前世ではロマンチック系小説は好きだったけれど、現代的な自由思想と人権感覚を持つ私には、この世界の身分制や、一夫多妻が許される風潮に馴染めなかった。
ドレス以外の服装では家の廊下さえも歩けない自由の無さ!
本は高価で圧倒的に数が少ないし、スマホもパソコンもない、温水専用便座もない!
暇過ぎて、自室で筋トレしかすることがなかった私は、前世より健康的で活動的だ。
かといって、王太子妃になって社会制度を改革したり前世の知識を使って生活を改善したりという、大勢の人と関わり合う生き方は性に合わない。
できるだけ楽な方に流れるコミュ障気味のものぐさオタク、それが私。
イベント完了後は『物語』から解放されるはずだし、自由に、私の思うとおりに生きよう。
背後から、電化男と、その取り巻きが何か叫んでるが、どうでもいい。
電化男の台詞を途中で遮ることについての苦言らしいけれど、ほんとどうでもいい。
婚約破棄と、国外追放の言質さえ取れれば、あとは退場するだけだ。後日、えん罪だった、本決まりではなかったなどと言われないように、王族の命として、と、明確にしておいたから、覆ることはないだろう。王族の命令は法律を上回る。
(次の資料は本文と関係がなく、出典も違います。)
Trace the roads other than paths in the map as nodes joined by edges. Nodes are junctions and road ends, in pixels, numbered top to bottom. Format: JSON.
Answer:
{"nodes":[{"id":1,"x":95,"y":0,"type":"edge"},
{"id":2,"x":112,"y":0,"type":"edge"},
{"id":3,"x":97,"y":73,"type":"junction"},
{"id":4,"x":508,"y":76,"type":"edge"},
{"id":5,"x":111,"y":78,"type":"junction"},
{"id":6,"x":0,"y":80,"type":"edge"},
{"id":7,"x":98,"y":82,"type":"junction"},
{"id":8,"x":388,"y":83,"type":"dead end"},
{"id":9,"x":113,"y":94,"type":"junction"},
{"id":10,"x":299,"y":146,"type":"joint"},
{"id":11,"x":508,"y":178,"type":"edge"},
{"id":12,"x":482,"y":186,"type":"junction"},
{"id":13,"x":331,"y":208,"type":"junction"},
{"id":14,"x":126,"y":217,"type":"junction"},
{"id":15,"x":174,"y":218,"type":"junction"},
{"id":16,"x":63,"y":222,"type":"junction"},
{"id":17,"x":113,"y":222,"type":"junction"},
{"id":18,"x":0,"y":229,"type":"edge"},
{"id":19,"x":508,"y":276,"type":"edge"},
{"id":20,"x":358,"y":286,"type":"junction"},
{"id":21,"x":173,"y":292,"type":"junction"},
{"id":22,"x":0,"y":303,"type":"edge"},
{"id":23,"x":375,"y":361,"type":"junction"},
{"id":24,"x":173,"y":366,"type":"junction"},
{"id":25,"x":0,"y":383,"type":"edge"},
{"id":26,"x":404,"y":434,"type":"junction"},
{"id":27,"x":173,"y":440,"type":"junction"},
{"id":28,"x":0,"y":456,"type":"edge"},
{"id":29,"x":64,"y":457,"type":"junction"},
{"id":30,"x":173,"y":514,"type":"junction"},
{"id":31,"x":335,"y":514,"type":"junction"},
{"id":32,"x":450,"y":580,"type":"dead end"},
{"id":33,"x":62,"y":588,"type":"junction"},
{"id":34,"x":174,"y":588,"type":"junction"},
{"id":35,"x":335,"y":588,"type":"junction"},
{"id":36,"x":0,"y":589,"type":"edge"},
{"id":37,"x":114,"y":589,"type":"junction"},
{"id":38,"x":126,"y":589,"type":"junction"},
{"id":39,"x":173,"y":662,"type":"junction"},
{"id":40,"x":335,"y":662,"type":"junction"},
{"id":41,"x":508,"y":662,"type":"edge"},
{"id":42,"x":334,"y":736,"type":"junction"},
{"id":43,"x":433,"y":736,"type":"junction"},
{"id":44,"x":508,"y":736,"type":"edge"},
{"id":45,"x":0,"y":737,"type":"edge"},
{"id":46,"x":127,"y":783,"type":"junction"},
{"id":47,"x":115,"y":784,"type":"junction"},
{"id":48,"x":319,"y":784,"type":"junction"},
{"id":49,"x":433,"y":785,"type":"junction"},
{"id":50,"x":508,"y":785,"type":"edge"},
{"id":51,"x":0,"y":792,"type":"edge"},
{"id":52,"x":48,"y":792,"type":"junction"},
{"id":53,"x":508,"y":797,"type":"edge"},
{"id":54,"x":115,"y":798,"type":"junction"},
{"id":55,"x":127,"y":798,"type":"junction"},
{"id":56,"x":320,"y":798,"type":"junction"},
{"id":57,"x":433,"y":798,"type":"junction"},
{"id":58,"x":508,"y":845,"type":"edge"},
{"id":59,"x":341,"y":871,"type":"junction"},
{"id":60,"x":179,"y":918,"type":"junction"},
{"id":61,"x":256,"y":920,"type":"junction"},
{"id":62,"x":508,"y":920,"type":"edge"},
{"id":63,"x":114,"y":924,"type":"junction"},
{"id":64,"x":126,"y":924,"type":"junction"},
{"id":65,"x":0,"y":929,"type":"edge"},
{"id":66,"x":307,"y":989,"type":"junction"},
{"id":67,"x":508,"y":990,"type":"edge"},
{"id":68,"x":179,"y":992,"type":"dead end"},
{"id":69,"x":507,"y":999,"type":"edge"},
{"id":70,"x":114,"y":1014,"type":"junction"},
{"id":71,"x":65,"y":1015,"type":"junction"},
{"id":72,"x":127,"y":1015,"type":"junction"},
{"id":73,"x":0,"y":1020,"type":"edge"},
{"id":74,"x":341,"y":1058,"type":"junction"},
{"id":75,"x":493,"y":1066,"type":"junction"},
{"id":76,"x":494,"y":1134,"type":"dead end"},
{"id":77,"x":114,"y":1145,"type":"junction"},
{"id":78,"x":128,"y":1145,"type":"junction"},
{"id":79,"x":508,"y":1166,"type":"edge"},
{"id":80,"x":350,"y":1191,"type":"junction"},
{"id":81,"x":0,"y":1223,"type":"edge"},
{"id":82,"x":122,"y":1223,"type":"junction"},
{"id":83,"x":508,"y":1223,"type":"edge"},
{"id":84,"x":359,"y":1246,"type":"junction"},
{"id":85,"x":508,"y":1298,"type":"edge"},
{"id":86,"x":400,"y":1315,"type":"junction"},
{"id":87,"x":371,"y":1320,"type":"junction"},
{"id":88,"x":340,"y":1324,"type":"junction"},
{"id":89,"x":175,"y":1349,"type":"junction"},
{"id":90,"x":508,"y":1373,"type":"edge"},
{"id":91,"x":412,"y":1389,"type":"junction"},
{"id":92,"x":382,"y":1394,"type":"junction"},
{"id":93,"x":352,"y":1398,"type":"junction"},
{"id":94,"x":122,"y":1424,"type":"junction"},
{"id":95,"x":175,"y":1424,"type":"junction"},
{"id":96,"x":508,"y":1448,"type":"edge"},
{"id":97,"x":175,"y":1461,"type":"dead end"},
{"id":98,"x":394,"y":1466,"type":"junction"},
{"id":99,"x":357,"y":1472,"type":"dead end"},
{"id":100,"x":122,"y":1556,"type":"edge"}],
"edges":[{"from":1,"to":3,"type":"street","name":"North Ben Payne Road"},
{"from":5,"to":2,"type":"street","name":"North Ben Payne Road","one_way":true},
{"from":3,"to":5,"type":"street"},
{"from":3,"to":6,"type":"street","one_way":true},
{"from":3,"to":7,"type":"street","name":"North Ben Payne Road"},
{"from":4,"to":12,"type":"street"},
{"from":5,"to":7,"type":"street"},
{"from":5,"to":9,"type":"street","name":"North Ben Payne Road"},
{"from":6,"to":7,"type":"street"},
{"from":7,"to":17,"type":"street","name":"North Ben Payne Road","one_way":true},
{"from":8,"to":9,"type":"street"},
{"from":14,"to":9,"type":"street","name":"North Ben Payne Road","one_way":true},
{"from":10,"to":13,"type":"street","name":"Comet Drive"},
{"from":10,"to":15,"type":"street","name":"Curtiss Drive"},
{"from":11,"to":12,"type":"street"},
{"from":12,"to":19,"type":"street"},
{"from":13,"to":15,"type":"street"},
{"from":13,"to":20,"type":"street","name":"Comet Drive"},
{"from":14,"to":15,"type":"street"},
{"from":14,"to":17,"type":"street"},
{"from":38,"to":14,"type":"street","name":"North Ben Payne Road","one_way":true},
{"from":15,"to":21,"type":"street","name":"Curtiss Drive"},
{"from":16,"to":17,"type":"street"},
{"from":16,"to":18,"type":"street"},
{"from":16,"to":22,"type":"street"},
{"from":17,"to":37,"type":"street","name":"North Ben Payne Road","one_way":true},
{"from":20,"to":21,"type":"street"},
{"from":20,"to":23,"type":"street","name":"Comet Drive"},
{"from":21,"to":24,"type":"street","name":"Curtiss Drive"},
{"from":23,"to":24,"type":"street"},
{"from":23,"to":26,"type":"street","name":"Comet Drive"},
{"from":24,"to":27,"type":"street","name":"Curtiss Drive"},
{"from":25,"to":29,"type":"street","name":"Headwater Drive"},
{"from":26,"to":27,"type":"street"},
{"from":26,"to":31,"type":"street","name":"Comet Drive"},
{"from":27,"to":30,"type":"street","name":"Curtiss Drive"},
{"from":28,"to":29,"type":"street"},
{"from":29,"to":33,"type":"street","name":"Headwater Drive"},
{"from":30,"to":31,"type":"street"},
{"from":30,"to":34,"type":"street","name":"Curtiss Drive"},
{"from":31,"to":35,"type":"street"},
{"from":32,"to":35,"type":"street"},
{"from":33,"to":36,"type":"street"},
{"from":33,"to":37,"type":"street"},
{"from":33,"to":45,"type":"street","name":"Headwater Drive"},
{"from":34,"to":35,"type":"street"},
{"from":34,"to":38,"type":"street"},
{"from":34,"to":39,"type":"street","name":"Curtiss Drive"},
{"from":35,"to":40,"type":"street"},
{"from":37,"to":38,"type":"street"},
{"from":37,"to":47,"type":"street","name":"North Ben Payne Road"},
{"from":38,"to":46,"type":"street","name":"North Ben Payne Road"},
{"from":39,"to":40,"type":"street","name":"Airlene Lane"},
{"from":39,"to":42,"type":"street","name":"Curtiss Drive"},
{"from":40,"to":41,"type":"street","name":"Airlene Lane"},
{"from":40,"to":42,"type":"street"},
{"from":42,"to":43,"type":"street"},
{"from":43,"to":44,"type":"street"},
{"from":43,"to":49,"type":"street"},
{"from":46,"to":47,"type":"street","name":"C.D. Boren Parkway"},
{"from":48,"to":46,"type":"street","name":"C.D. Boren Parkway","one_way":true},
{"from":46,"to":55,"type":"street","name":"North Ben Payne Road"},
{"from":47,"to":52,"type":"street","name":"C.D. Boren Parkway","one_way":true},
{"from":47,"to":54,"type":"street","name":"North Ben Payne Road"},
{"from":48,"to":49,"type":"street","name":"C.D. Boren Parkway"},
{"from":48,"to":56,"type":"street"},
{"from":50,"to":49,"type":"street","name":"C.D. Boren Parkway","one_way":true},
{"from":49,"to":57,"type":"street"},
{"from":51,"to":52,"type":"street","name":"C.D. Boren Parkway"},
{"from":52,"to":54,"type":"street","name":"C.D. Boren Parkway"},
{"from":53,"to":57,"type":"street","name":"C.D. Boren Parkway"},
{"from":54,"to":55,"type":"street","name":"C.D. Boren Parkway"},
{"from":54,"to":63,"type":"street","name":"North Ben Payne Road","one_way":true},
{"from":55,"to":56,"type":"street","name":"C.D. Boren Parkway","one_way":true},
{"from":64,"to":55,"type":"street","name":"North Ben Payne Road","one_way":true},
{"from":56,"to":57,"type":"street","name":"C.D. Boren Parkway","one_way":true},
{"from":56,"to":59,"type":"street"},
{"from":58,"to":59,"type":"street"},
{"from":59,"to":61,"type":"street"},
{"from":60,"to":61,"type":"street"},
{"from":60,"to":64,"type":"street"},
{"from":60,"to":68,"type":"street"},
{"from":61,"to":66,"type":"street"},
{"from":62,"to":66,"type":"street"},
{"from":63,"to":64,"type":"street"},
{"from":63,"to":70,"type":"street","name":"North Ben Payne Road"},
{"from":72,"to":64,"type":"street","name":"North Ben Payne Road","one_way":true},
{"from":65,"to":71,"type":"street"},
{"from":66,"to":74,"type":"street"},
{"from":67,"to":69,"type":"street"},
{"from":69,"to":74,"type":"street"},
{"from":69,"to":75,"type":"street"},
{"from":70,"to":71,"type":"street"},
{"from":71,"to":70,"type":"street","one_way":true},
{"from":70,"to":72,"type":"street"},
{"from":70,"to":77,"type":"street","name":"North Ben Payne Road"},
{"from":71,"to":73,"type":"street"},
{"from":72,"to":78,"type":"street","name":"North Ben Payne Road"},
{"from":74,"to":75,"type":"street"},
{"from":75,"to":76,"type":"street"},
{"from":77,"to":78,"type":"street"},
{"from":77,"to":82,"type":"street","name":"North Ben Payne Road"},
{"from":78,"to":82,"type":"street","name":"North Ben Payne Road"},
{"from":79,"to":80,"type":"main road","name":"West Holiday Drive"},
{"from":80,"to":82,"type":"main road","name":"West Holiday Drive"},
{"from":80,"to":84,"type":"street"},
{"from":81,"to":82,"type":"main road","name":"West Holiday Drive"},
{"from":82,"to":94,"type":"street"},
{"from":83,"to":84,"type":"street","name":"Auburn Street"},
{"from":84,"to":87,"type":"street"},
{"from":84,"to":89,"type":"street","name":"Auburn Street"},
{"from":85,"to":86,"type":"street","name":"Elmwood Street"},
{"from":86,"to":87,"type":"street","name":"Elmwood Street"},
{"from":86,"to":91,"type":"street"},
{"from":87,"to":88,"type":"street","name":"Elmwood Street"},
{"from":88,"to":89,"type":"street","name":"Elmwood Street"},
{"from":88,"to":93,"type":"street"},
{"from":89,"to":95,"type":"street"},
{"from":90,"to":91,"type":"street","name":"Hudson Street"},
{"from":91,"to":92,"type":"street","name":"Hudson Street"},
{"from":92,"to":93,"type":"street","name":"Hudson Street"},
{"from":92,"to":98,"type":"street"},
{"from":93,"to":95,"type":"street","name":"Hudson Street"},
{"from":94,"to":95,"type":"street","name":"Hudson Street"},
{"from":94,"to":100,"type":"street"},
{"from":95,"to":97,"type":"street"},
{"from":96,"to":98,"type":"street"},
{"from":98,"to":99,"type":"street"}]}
会場を出る前に、そういえば無関係な人たちには、一生に一度の卒業パーティが変なことになって悪かったかなと思い、振り返って手を振った。
「皆様ごきげんよう」
令嬢らしからぬ満面の笑顔で別れを告げた時、こちらを見返す人々の驚いた顔が、埴輪のように見えた。婚約破棄で落ち込んでいるとばかり思っていた令嬢の笑顔が、そんなに意外だったのか。
全員が目を丸くして、ポカンと口を開けている様子を眺めるうちに、埴輪にしか見えなくなっていく。
埴輪。
ドレスや燕尾服で着飾った、埴輪の群れ。
愚かな王太子が安らかに眠る棺、その周囲に副葬品として並べられた、正装した埴輪ビジョンが、私の脳裏に閃いた。
再来した笑いの発作に苦しみながら、私は馬車の待機場所へ歩き出した。